We do not sell your personal data to any third party.

Your data is stored securely on Convex's cloud infrastructure. We implement appropriate technical and organisational measures including:

• Encrypted data transmission (HTTPS/TLS)
• Secure authentication via OAuth 2.0 (Google and Apple)
• No storage of sensitive credentials on your device
• Regular security reviews of our codebase and infrastructure

We retain your personal data for as long as your account is active or as needed to provide you with our services. If you delete your account:

• Your user profile and associated data will be permanently deleted from our database.
• For Apple Sign-In users, we revoke the authentication token so Veesa is removed from your Apple ID settings.
• Payment records may be retained for up to 7 years for accounting and legal compliance.
• Anonymised, aggregated data may be retained for analytics purposes.
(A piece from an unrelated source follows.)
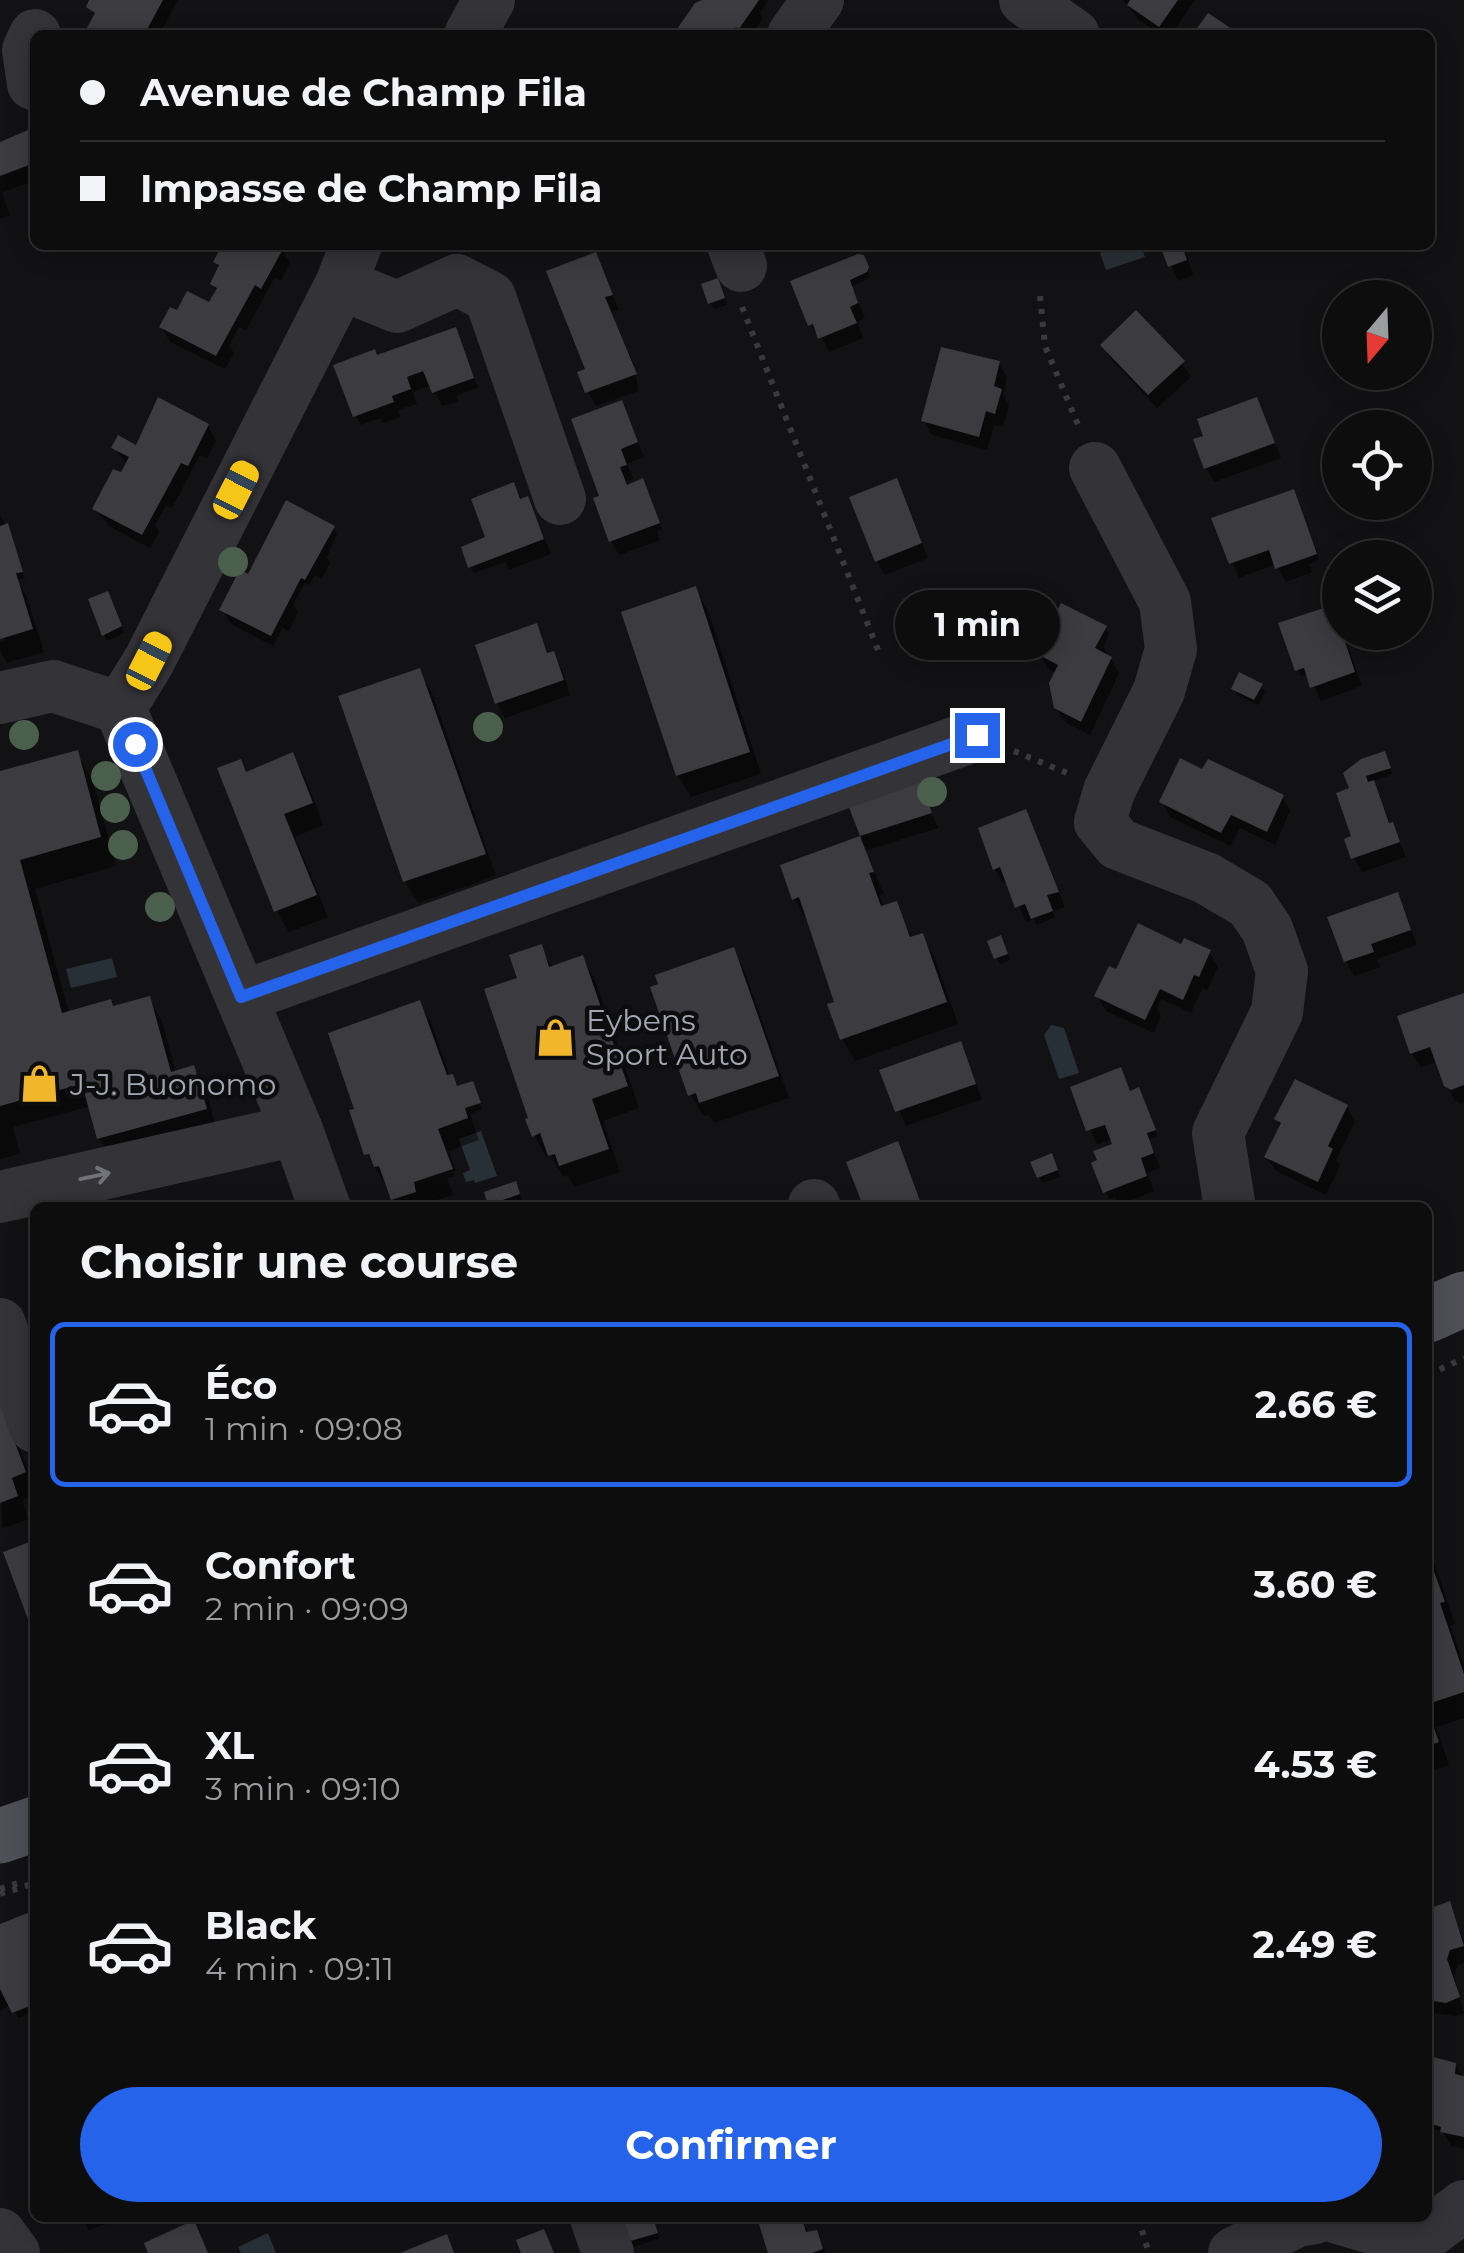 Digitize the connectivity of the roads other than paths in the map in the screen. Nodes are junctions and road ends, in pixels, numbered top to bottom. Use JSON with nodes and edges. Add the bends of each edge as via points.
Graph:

Under UK GDPR, you have the following rights:

• Right of access: Request a copy of the personal data we hold about you.
• Right to rectification: Request correction of inaccurate or incomplete data.
• Right to erasure: Request deletion of your personal data.
• Right to restrict processing: Request that we limit how we use your data.
• Right to data portability: Request your data in a structured, machine-readable format.
• Right to object: Object to processing based on legitimate interest.
• Right to withdraw consent: Withdraw your consent at any time, without affecting the lawfulness of processing carried out prior to withdrawal.

To exercise any of these rights, contact us at privacy@veesa.org. We will respond within 30 days.

Veesa is not intended for use by children under the age of 16. We do not knowingly collect personal data from children.

We may update this Privacy Policy from time to time. When we do, we will update the "Last Updated" date at the top of this page. Continued use of Veesa after changes constitutes acceptance of the updated Policy.

For questions or complaints about this Privacy Policy, contact us at:

Email: privacy@veesa.org

You also have the right to lodge a complaint with the ICO at ico.org.uk.